The Coping Kete

No. 159: Mindful Drawing

This week, to attain, maintain or regain my sense of wellbeing…

… I will practice being mindful by taking a few moments a day to sit and draw something I see.  Drawing can teach us to notice properly rather than gaze absentmindedly (The Book of Life), it doesn’t have to be about artistic ability at all. The aim can be simply to notice properly the parts of things and how they fit together. This makes it a good way to strengthen our mindfulness muscles. My drawings could be simple scribbles in pencil or ballpoint pen. If I notice I get too caught up with trying to draw a ‘good’ or accurate picture, I could do the exercise without looking at the paper at all – it really matters that little what I actually put down on the paper.

It’s never easy to start a new practice, I might need to schedule in some time to do this each day and organise myself some basic materials to have on hand. I could snatch a moment at lunchtime or I could plan a little trip to somewhere I might enjoy noticing in more detail.

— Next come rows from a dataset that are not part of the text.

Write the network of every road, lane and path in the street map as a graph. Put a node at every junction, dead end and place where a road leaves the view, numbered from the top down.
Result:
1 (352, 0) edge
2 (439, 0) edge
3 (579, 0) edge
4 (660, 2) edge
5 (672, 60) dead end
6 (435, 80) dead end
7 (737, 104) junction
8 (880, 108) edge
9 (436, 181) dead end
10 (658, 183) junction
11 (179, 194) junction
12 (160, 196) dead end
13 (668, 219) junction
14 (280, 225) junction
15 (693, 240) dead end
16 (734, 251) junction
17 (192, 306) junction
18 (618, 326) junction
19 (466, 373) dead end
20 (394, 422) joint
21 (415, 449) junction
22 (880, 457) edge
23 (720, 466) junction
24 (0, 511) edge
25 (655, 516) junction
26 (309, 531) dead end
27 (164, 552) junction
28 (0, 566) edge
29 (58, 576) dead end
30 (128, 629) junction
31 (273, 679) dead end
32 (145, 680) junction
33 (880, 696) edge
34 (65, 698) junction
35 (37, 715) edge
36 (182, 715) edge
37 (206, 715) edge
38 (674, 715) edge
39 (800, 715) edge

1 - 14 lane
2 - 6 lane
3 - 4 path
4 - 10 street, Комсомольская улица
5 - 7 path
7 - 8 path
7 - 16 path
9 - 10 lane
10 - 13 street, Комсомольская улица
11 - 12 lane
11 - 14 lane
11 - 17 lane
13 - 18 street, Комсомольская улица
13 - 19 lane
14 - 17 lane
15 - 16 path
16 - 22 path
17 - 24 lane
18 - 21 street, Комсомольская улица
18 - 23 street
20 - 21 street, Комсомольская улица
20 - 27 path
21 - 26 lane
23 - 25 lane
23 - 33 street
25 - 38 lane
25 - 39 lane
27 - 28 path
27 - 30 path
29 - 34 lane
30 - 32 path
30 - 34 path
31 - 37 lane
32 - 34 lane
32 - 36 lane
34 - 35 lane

Sitting down to draw, I will take a moment to settle into my stillness and allow my breath to fall into its natural rhythm. Sometimes concentrating on drawing can lead us to hold our breath – this isn’t a breathing exercise, but it’s still important to breathe. I’ll allow my eyes to wander until they settle on a scene or object to draw. For the next few moments, I will simply draw what I see on the page, however it comes out. As my mind wanders, I will notice my thoughts and bring myself back to what I am drawing. As I notice my thinking mind judge the ‘goodness’ of what I am drawing, I will use my watching mind to observe the thoughts and bring my attention back to the detail I see around me and continue with the task of drawing it.

As I move through the week, I will experiment with drawing in different locations and drawing different things and observe how focusing on these different things effects my thoughts and feelings.  What is beautiful and soothing to me? What is energising and inspiring for me to see? What sights and scenes weigh me down? How does my body respond to this? Always coming back to my watching self and the act of marking down what I see.

Practicing mindful drawing could help me ground myself in the present moment during times of stress and distress. It can be a useful way to learn mindfulness when it is hard to do breathing or visualisation-based exercises, or if mindfulness is an unfamiliar practice. Really, mindfulness just means paying attention to the present moment, this involves using the part of our mind that is aware of our thoughts (our ‘watching mind’) instead of being totally involved in the part of our mind that is doing the thinking (our ‘thinking mind’). Other names for our watching mind are our ‘Observing Self’ (in ACT) or ‘Wise Mind’ (in DBT). In DBT our ‘thinking mind’ is broken down into our ‘feeling mind’ and our ‘rational mind’, because we really do have lots of different kinds of thoughts running through our brains at any point in time.

Once I am comfortable doing mindful drawing in ordinary moments, I will add Mindful Drawing to my Personal Coping Kete as a way of coping with stress and distress. Mindful drawing could take me out of my thoughts for a moment, allow my body a chance to calm down, and give me something neutral or positive to focus on for a while, which could give me a tiny injection of positive vibes when things are feeling chaotic or overwhelming. I could also use the exercise as an excuse to take myself somewhere I might enjoy. Giving myself pleasurable experiences is an important part of engaging with a life I feel is worth living.